### [Brief]
Line by line, transcribe the data shown below.

++++ Records provided

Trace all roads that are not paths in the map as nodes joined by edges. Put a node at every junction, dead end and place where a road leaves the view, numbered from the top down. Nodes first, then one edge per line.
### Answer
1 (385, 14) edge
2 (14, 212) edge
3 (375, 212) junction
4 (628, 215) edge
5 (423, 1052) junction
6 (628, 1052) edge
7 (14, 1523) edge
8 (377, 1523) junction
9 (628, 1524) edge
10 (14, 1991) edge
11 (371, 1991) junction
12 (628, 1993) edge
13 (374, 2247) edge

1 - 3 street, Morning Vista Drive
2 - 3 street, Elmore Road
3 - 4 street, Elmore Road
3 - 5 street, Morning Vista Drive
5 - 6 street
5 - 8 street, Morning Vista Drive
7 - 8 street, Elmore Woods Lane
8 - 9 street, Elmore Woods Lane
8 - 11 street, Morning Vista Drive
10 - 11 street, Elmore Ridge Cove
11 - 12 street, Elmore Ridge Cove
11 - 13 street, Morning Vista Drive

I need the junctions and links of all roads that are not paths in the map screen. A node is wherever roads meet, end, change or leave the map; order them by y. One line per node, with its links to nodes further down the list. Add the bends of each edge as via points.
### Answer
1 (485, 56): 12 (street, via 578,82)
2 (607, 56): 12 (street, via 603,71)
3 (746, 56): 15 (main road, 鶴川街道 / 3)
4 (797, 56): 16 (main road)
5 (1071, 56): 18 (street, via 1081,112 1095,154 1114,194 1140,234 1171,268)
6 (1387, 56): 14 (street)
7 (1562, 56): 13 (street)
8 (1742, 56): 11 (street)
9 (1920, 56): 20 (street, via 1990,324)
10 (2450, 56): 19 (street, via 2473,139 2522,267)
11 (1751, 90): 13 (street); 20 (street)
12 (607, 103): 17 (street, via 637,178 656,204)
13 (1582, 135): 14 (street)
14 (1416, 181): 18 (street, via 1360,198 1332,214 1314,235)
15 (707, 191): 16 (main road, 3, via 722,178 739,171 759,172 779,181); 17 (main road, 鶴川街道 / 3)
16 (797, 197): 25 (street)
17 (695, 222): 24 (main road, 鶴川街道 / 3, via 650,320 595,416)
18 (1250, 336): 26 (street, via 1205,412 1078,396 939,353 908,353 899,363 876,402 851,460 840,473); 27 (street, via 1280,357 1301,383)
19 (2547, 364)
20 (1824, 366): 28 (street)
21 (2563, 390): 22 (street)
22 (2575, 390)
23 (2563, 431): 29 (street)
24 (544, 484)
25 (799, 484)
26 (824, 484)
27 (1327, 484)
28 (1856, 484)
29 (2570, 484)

++++++++

### [Written solution]
Trace all roads that are not paths in the map as nodes joined by edges. Put a node at every junction, dead end and place where a road leaves the view, numbered from the top down. Nodes first, then one edge per line.
### Answer
1 (385, 14) edge
2 (14, 212) edge
3 (375, 212) junction
4 (628, 215) edge
5 (423, 1052) junction
6 (628, 1052) edge
7 (14, 1523) edge
8 (377, 1523) junction
9 (628, 1524) edge
10 (14, 1991) edge
11 (371, 1991) junction
12 (628, 1993) edge
13 (374, 2247) edge

1 - 3 street, Morning Vista Drive
2 - 3 street, Elmore Road
3 - 4 street, Elmore Road
3 - 5 street, Morning Vista Drive
5 - 6 street
5 - 8 street, Morning Vista Drive
7 - 8 street, Elmore Woods Lane
8 - 9 street, Elmore Woods Lane
8 - 11 street, Morning Vista Drive
10 - 11 street, Elmore Ridge Cove
11 - 12 street, Elmore Ridge Cove
11 - 13 street, Morning Vista Drive

I need the junctions and links of all roads that are not paths in the map screen. A node is wherever roads meet, end, change or leave the map; order them by y. One line per node, with its links to nodes further down the list. Add the bends of each edge as via points.
### Answer
1 (485, 56): 12 (street, via 578,82)
2 (607, 56): 12 (street, via 603,71)
3 (746, 56): 15 (main road, 鶴川街道 / 3)
4 (797, 56): 16 (main road)
5 (1071, 56): 18 (street, via 1081,112 1095,154 1114,194 1140,234 1171,268)
6 (1387, 56): 14 (street)
7 (1562, 56): 13 (street)
8 (1742, 56): 11 (street)
9 (1920, 56): 20 (street, via 1990,324)
10 (2450, 56): 19 (street, via 2473,139 2522,267)
11 (1751, 90): 13 (street); 20 (street)
12 (607, 103): 17 (street, via 637,178 656,204)
13 (1582, 135): 14 (street)
14 (1416, 181): 18 (street, via 1360,198 1332,214 1314,235)
15 (707, 191): 16 (main road, 3, via 722,178 739,171 759,172 779,181); 17 (main road, 鶴川街道 / 3)
16 (797, 197): 25 (street)
17 (695, 222): 24 (main road, 鶴川街道 / 3, via 650,320 595,416)
18 (1250, 336): 26 (street, via 1205,412 1078,396 939,353 908,353 899,363 876,402 851,460 840,473); 27 (street, via 1280,357 1301,383)
19 (2547, 364)
20 (1824, 366): 28 (street)
21 (2563, 390): 22 (street)
22 (2575, 390)
23 (2563, 431): 29 (street)
24 (544, 484)
25 (799, 484)
26 (824, 484)
27 (1327, 484)
28 (1856, 484)
29 (2570, 484)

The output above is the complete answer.